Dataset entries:
========================
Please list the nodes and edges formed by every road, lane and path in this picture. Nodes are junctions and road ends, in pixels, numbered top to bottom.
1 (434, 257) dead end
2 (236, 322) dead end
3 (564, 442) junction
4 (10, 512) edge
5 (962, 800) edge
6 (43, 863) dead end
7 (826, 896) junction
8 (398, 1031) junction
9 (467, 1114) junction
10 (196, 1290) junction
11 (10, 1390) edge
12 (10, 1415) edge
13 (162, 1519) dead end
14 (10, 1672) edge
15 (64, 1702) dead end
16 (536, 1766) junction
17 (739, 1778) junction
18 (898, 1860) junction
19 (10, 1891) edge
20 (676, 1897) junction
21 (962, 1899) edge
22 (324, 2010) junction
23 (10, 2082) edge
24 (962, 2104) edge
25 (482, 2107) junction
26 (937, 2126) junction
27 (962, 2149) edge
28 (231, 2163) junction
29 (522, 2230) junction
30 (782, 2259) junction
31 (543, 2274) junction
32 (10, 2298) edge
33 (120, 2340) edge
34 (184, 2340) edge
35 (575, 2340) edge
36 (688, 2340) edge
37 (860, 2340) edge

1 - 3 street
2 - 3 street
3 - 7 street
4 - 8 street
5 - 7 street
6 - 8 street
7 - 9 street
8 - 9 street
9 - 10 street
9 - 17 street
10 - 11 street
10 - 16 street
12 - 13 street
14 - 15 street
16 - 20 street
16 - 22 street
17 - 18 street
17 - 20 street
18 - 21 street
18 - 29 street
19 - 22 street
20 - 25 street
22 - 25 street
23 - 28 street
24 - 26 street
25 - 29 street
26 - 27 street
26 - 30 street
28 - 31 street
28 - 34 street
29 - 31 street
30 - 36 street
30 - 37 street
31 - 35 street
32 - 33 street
========================
● WORK INSTRUCTIONS
Once you have identified the lines above that contain "dead", copy each of them.

● RESULT OF THIS TASK
1 (434, 257) dead end
2 (236, 322) dead end
6 (43, 863) dead end
13 (162, 1519) dead end
15 (64, 1702) dead end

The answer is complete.